Despite the cruel side effects of his illnesses, the greatest affront to him is that his doctor takes away his beloved cigars, replacing them with a carrot. Such is the addled mind.

Tom Hardy, fast becoming one of this generations finest actors gives a compelling performance as Capone, proving himself one of the great British method actors. He sinks his teeth into the role and captures who Capone was in his later years, an often pathetic, very ill man. The smug, snarling, smiling Capone from the criminal heyday is gone, seen only in flashbacks.

Hardy has one extraordinary scene, one you will never shake, singing along and acting out to Bert Lahr’s Cowardly Lion in The Wizard of Oz (1939). Capone acts out “If I We’re King of the Forest” brilliantly, though it takes on a heartbreaking perversity given the circumstances. Watching the film at a private screening in his home, he seems like man possessed by the performance.

Bloated by the drugs and diseases surging through his dying body, Capone looks like a piñata that if struck and punctured would explode in a mess of body fluids. His eyes are bloodshot, his skin pale and ruddy, his voice hampered terribly by his illnesses.

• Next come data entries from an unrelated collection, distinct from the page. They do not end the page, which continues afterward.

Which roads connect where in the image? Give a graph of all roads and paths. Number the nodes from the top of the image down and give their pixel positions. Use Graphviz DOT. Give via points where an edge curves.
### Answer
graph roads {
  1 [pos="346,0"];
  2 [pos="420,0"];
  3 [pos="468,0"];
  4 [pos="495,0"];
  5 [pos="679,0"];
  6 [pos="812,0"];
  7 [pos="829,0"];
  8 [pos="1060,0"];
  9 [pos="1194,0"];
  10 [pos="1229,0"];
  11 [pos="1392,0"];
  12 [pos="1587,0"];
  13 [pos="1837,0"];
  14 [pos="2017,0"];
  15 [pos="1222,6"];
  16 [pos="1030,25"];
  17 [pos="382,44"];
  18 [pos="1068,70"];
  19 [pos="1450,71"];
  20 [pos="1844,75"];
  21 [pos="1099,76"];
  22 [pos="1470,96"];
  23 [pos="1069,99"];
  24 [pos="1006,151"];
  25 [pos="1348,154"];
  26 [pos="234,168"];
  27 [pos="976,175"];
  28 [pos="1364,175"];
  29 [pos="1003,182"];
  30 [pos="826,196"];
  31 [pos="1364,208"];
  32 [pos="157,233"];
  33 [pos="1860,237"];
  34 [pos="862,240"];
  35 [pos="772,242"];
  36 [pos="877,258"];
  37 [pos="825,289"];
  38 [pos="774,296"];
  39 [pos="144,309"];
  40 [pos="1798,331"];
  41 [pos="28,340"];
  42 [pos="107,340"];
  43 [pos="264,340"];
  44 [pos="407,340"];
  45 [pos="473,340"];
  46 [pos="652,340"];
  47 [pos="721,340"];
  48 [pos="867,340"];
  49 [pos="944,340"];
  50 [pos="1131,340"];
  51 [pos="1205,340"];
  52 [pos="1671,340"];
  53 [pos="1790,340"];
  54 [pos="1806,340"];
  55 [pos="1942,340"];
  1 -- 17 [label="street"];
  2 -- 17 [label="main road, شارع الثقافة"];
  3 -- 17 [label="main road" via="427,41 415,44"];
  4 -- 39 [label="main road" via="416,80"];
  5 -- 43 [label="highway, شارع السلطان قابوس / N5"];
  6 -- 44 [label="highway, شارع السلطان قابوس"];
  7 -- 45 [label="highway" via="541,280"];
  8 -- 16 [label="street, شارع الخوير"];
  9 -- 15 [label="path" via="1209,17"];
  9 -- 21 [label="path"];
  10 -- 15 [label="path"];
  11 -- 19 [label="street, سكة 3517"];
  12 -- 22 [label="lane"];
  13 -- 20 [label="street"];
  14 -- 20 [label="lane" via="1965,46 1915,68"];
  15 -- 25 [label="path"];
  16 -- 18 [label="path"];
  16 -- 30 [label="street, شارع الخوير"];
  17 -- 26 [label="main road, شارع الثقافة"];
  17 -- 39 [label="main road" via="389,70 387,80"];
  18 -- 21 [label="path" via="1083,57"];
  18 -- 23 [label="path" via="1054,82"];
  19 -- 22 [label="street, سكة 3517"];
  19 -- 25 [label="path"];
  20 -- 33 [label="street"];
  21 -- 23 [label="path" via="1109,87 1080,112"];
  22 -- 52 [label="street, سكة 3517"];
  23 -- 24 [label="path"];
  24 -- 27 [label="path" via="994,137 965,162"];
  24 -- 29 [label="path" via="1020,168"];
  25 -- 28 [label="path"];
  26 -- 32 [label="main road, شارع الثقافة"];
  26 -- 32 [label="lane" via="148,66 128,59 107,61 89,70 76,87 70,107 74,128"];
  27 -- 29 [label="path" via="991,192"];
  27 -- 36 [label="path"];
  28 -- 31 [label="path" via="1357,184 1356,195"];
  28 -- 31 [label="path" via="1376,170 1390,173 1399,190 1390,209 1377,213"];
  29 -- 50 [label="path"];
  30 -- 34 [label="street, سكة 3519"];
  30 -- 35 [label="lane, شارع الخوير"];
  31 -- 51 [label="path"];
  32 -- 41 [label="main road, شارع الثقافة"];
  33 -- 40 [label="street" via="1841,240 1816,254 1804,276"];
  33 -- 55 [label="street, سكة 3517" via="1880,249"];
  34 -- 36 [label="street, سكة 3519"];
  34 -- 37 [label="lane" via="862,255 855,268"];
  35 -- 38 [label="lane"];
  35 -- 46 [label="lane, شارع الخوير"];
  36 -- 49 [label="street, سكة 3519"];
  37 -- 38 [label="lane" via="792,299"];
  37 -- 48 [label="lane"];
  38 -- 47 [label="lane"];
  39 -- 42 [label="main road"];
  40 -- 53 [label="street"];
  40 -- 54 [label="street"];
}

Under his expensive silk pajamas, he wears a diaper as he can no longer control his bodily functions. He is, truly, in a sad state. Martin Scorsese beautifully explored the devastating impact of aging on gangsters in The Irishman, but Capone is old before his time. Whereas Frank (Robert De Niro) was in his eighties, utterly alone, his friends having died, his family abandoned him, Capone was just 47 when he died, surrounded by family and some cronies.

His wife Mae (Linda Cardellini) loyally tends to him despite the fact he has ruined her name and her life with his gangland wars years before. Cardellini is a wonderful, soulful actress, so great in Brokeback Mountain (2005) in a small role and Green Book (2018), I wish she had bigger roles in film. She more than proves her worth on the Netflix series Dead to Me.

And Hardy, physically hideous as Capone, he brings him to life with his eyes, dull, slipping away, but showing flashes of the Capone of years gone by, in memory at least. Imagine being a broken, dying Capone while the young, powerful Capone walks the landscape of your mind, becoming darker, fading from mind.

The once powerful gang lord must have been terrified.